Having concluded that we cannot indulge in the presumption that adequate evidence was heard to support the trial court’s ruling, we now consider plaintiffs’ argument that the order for judgment on the settlement agreement was properly entered in summary proceedings.

A motion for entry of a judgment in accordance with a settlement agreement of the parties may be, under certain circumstances, granted in summary proceedings. (Janssen Brothers, Inc. v. Northbrook Trust & Savings Bank (1973), 12 Ill. App. 3d 840, 843, 299 N.E.2d 431; Massachusetts Casualty Insurance Co. v. Forman (5th Cir. 1972), 469 F.2d 259, 260; Autera v. Robinson (D.C. Cir. 1969), 419 F.2d 1197, 1200.) “Summary procedure is not, however, suited to a situation in which substantial questions are presented relating to the formation and terms of a settlement agreement or its consummation, and evidence or testimony is required to satisfactorily resolve the issue.” Janssen Brothers, Inc. v. Northbrook Trust & Savings Bank (1973), 12 Ill. App. 3d 840, 843; Autera v. Robinson (D.C. Cir. 1969), 419 F.2d 1197, 1200.

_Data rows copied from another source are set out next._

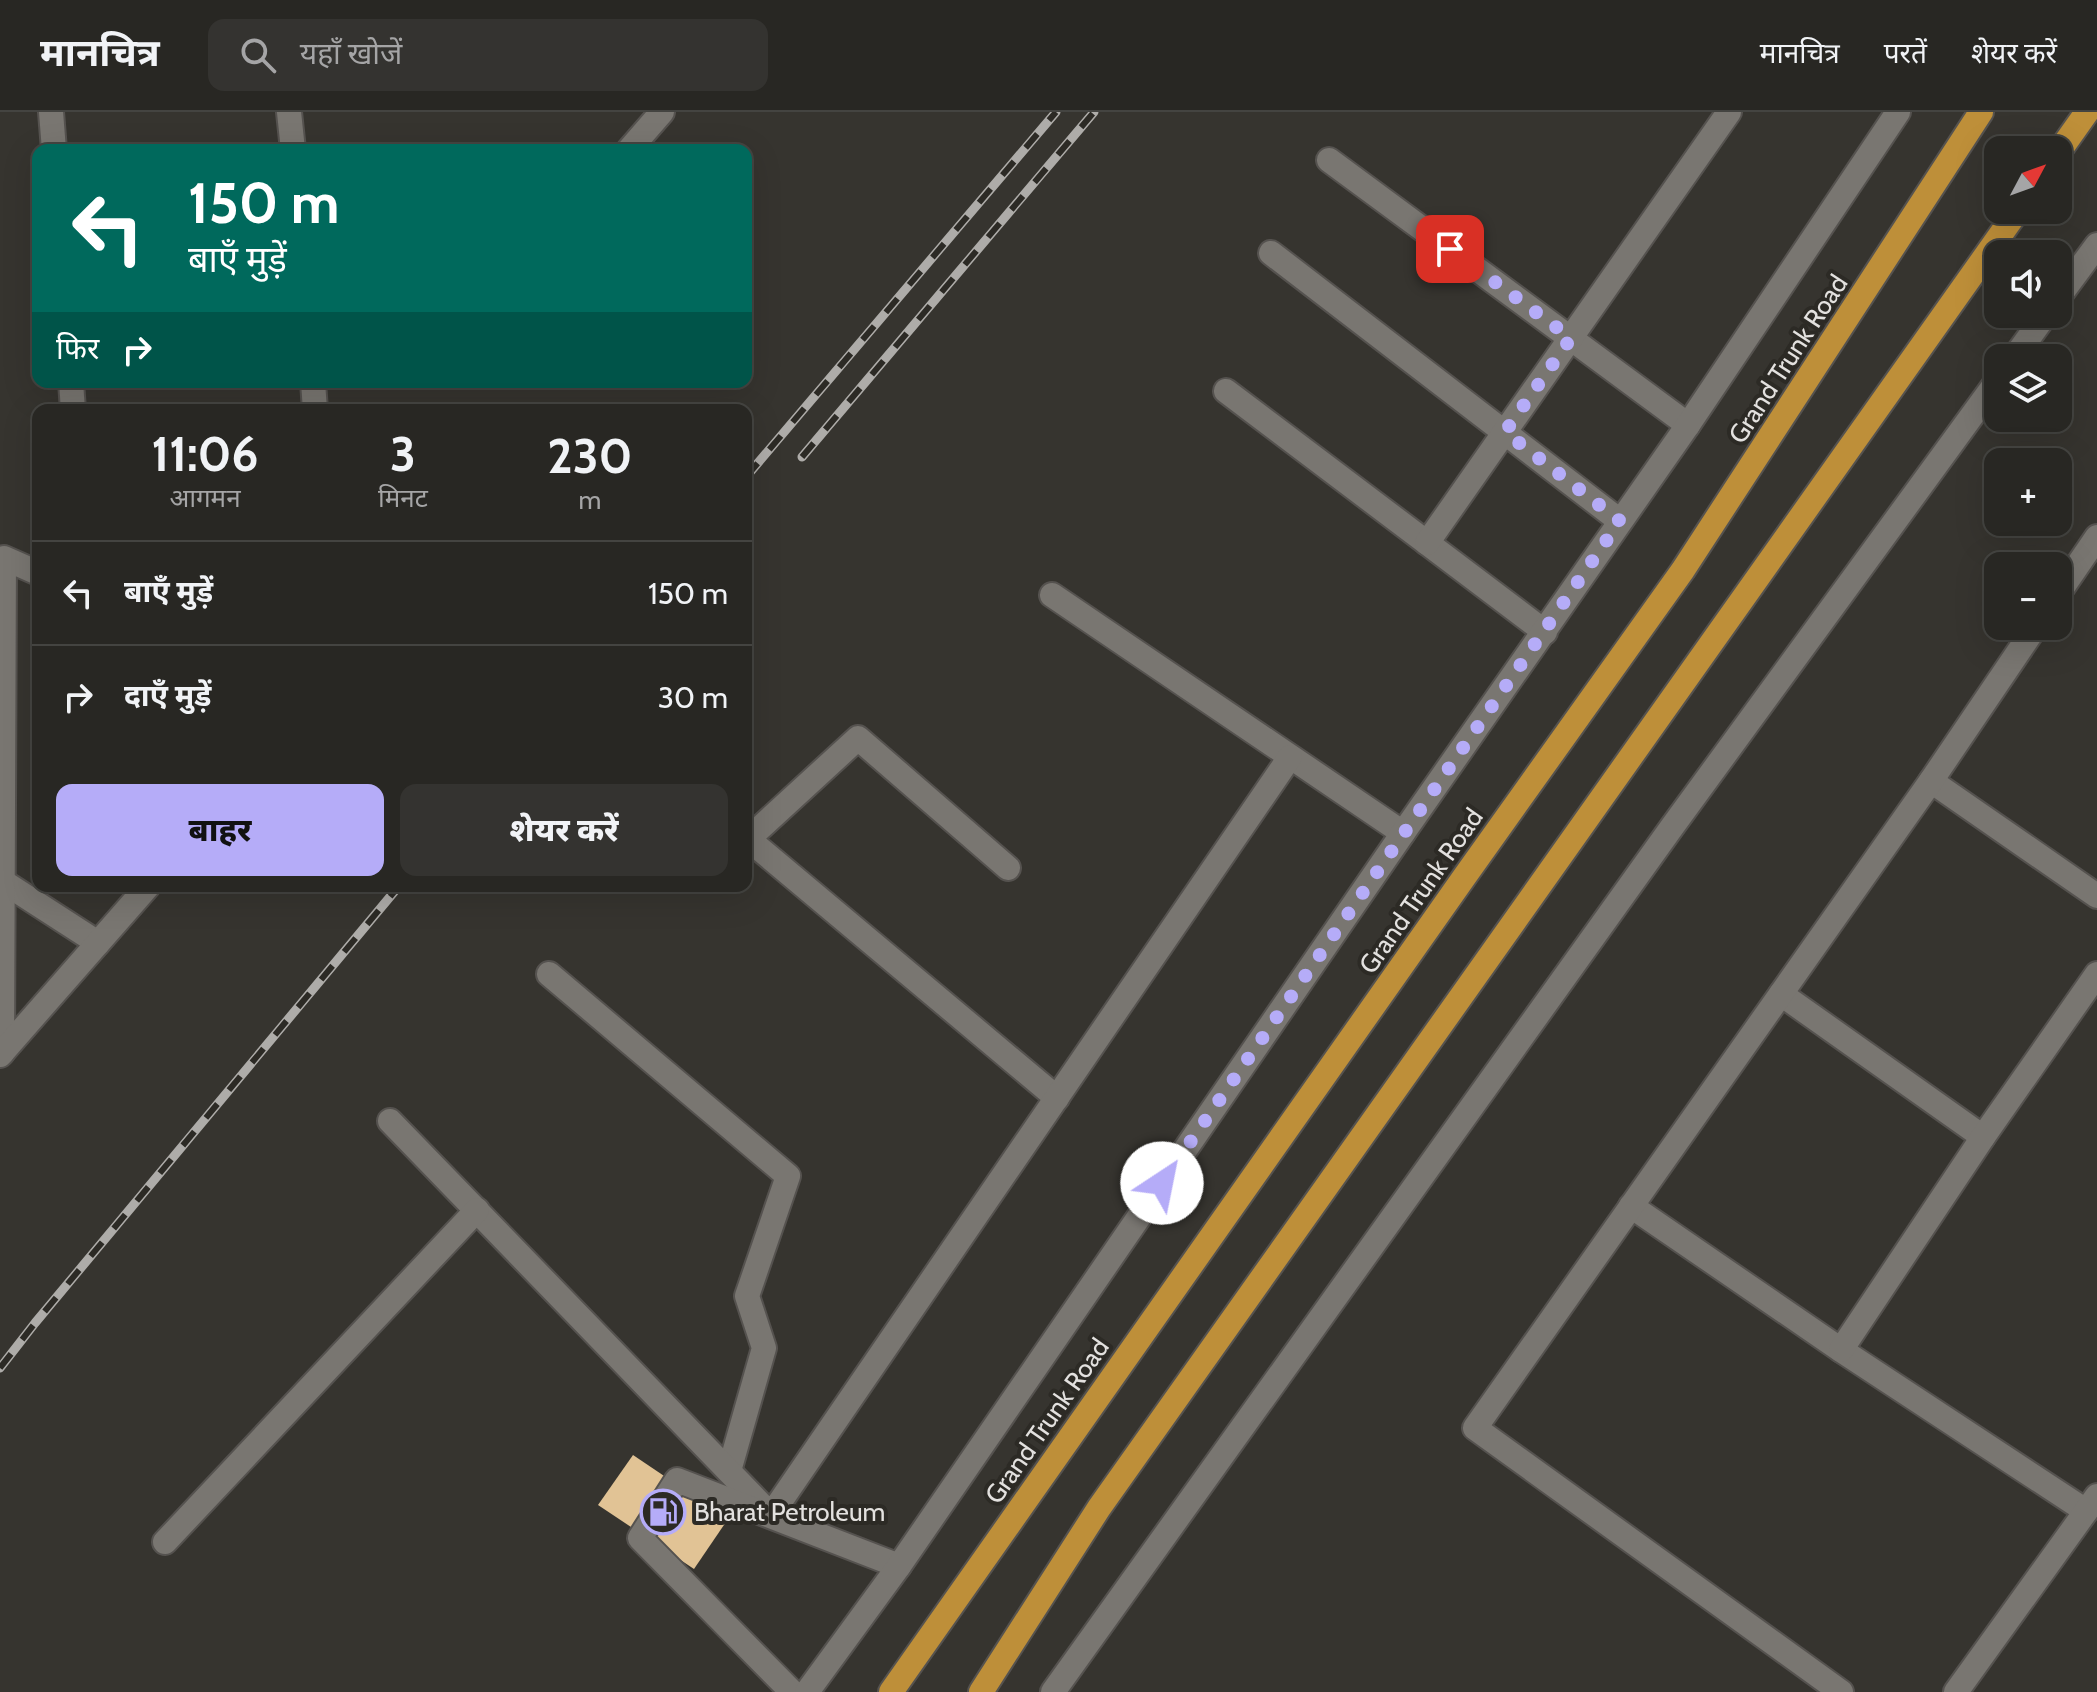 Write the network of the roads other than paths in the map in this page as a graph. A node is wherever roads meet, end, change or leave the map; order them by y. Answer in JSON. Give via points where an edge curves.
{"nodes":[{"id":1,"x":51,"y":112,"type":"edge"},
{"id":2,"x":289,"y":112,"type":"edge"},
{"id":3,"x":662,"y":112,"type":"edge"},
{"id":4,"x":1729,"y":112,"type":"edge"},
{"id":5,"x":1898,"y":112,"type":"edge"},
{"id":6,"x":1981,"y":112,"type":"edge"},
{"id":7,"x":2087,"y":112,"type":"edge"},
{"id":8,"x":2070,"y":136,"type":"edge"},
{"id":9,"x":54,"y":144,"type":"edge"},
{"id":10,"x":292,"y":144,"type":"edge"},
{"id":11,"x":634,"y":144,"type":"edge"},
{"id":12,"x":1329,"y":160,"type":"dead end"},
{"id":13,"x":2008,"y":224,"type":"edge"},
{"id":14,"x":2097,"y":245,"type":"edge"},
{"id":15,"x":1271,"y":253,"type":"dead end"},
{"id":16,"x":2072,"y":279,"type":"edge"},
{"id":17,"x":1571,"y":338,"type":"junction"},
{"id":18,"x":1226,"y":391,"type":"dead end"},
{"id":19,"x":1984,"y":399,"type":"edge"},
{"id":20,"x":1688,"y":425,"type":"junction"},
{"id":21,"x":1505,"y":432,"type":"junction"},
{"id":22,"x":1620,"y":521,"type":"junction"},
{"id":23,"x":2097,"y":537,"type":"edge"},
{"id":24,"x":1427,"y":543,"type":"junction"},
{"id":25,"x":32,"y":570,"type":"edge"},
{"id":26,"x":2072,"y":574,"type":"edge"},
{"id":27,"x":1052,"y":595,"type":"dead end"},
{"id":28,"x":1545,"y":632,"type":"junction"},
{"id":29,"x":2027,"y":640,"type":"edge"},
{"id":30,"x":1290,"y":757,"type":"junction"},
{"id":31,"x":1931,"y":781,"type":"junction"},
{"id":32,"x":1403,"y":833,"type":"junction"},
{"id":33,"x":752,"y":835,"type":"edge"},
{"id":34,"x":752,"y":842,"type":"edge"},
{"id":35,"x":1008,"y":868,"type":"dead end"},
{"id":36,"x":2,"y":881,"type":"junction"},
{"id":37,"x":143,"y":892,"type":"edge"},
{"id":38,"x":2097,"y":896,"type":"edge"},
{"id":39,"x":98,"y":943,"type":"junction"},
{"id":40,"x":549,"y":974,"type":"dead end"},
{"id":41,"x":2097,"y":974,"type":"edge"},
{"id":42,"x":1781,"y":994,"type":"junction"},
{"id":43,"x":1,"y":1054,"type":"edge"},
{"id":44,"x":1057,"y":1098,"type":"junction"},
{"id":45,"x":390,"y":1121,"type":"dead end"},
{"id":46,"x":1983,"y":1137,"type":"junction"},
{"id":47,"x":1631,"y":1206,"type":"junction"},
{"id":48,"x":477,"y":1210,"type":"junction"},
{"id":49,"x":1841,"y":1350,"type":"junction"},
{"id":50,"x":729,"y":1471,"type":"junction"},
{"id":51,"x":2092,"y":1504,"type":"edge"},
{"id":52,"x":165,"y":1542,"type":"dead end"},
{"id":53,"x":899,"y":1566,"type":"junction"},
{"id":54,"x":792,"y":1692,"type":"edge"},
{"id":55,"x":807,"y":1692,"type":"edge"},
{"id":56,"x":891,"y":1692,"type":"edge"},
{"id":57,"x":981,"y":1692,"type":"edge"},
{"id":58,"x":1053,"y":1692,"type":"edge"},
{"id":59,"x":1841,"y":1692,"type":"edge"},
{"id":60,"x":1956,"y":1692,"type":"edge"}],
"edges":[{"from":1,"to":9,"type":"street"},
{"from":2,"to":10,"type":"street"},
{"from":3,"to":11,"type":"street"},
{"from":4,"to":17,"type":"street"},
{"from":5,"to":20,"type":"street"},
{"from":6,"to":56,"type":"highway","name":"Grand Trunk Road","via":[[1683,570]]},
{"from":7,"to":8,"type":"highway"},
{"from":12,"to":17,"type":"street"},
{"from":13,"to":57,"type":"highway","via":[[1099,1508]]},
{"from":14,"to":16,"type":"street"},
{"from":15,"to":21,"type":"street"},
{"from":17,"to":20,"type":"street"},
{"from":17,"to":21,"type":"street"},
{"from":18,"to":24,"type":"street"},
{"from":19,"to":58,"type":"street"},
{"from":20,"to":22,"type":"street"},
{"from":21,"to":22,"type":"street"},
{"from":21,"to":24,"type":"street"},
{"from":22,"to":28,"type":"street"},
{"from":23,"to":26,"type":"street"},
{"from":24,"to":28,"type":"street"},
{"from":25,"to":36,"type":"street","via":[[4,558]]},
{"from":27,"to":30,"type":"street"},
{"from":28,"to":32,"type":"street"},
{"from":29,"to":31,"type":"street"},
{"from":30,"to":32,"type":"street"},
{"from":30,"to":44,"type":"street"},
{"from":31,"to":38,"type":"street"},
{"from":31,"to":42,"type":"street"},
{"from":32,"to":53,"type":"street"},
{"from":33,"to":35,"type":"street","via":[[858,738]]},
{"from":34,"to":44,"type":"street"},
{"from":36,"to":39,"type":"street"},
{"from":36,"to":43,"type":"street"},
{"from":37,"to":39,"type":"street"},
{"from":39,"to":43,"type":"street"},
{"from":40,"to":50,"type":"street","via":[[788,1176],[747,1296],[764,1348]]},
{"from":41,"to":46,"type":"street"},
{"from":42,"to":46,"type":"street"},
{"from":42,"to":47,"type":"street"},
{"from":44,"to":50,"type":"street","via":[[771,1515]]},
{"from":45,"to":48,"type":"street"},
{"from":46,"to":49,"type":"street"},
{"from":47,"to":49,"type":"street"},
{"from":47,"to":59,"type":"street","via":[[1475,1428]]},
{"from":48,"to":50,"type":"street"},
{"from":48,"to":52,"type":"street"},
{"from":49,"to":51,"type":"street"},
{"from":51,"to":60,"type":"street"},
{"from":53,"to":54,"type":"street","via":[[677,1480],[640,1538]]},
{"from":53,"to":55,"type":"street"}]} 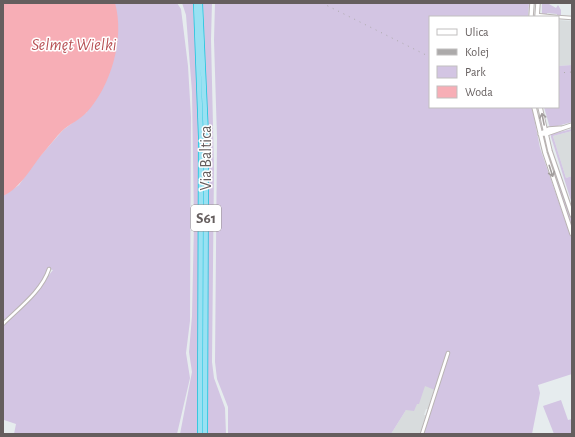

In our opinion there are substantial questions raised as to the formation and terms of the alleged settlement agreement. On July 6,1978, the trial court entered an order finding that the plaintiffs had accepted the defendants’ offer regarding Program 1976-1 as set forth in the June 30, 1978, letter written by defendants’ counsel Schippers and extending the 15-day statutory acceptance limitation as to Program 1975-1 until further order of court, in a letter dated July 10, 1978, plaintiffs acknowledged their acceptance of the Program 1976-1 offer. No mention was made as to the Program 1975-1 offer. On August 22,1978, plaintiffs filed a motion for summary judgment based upon the repurchase offer contained in the June 30, 1978, letter written by defendants’ counsel Schippers and their acceptance of the 1976-1 Program offer on July 6,1978. It is noteworthy that plaintiffs made no reference in this motion filed on August 22, 1978, to the agreement which they subsequently allege was made on August 8, 1978. Moreover, we note that in their amendment to their complaint filed *338on November 2, 1978, plaintiffs alleged that on approximately August 8, 1978, “Van Der Meulen on his own behalf and on behalf of Robert Butler and [E.R.C.], agreed to pay to [p]laintiffs all monies which [p]laintiffs previously paid to [defendants plus interest at 8% per annum plus $5,000 in attorney’s fees.” No allegation was made that such agreement took place in open court. However, on December 14,1978, plaintiffs alleged in their “motion to enter judgment” that “[o]n or about August 8, 1978, in open [c]ourt, [defendants’ counsel and [plaintiffs’ counsel settled all matters in dispute and agreed to repay to [p]laintiffs all monies paid by [p] lain tiffs to [defendants named in Count VII of [plaintiffs’ [c]om-plaint, less any amounts received by [p]laintiffs, plus interest at 8% per annum plus attorney’s fees to August 8, 1978 of $5,000.” No order dated August 8, 1978, appears of record. It is our opinion that plaintiffs’ pleadings alone, without any reference to defendants’ pleadings, raise substantial questions as to the formation and terms of the settlement agreement.

Furthermore, the trial court’s order of September 25, 1978, indicates that it was advised by plaintiffs, prior to any order for payment in accordance with the alleged agreement, that “it [was] the desire of defendants to refuse to go forth with said agreement,” and on October 6, 1978, defendants objected to the summary disposition.

Based upon the circumstances in the case at bar, it is our opinion that there are substantial questions present relating to the formation and terms of the settlement agreement and that further evidence or testimony is required to satisfactorily resolve these questions. We therefore reverse and remand this cause for further proceedings not inconsistent with the views expressed herein.

Reversed and remanded.

HARTMAN, P. J., and STAMOS, J., concur.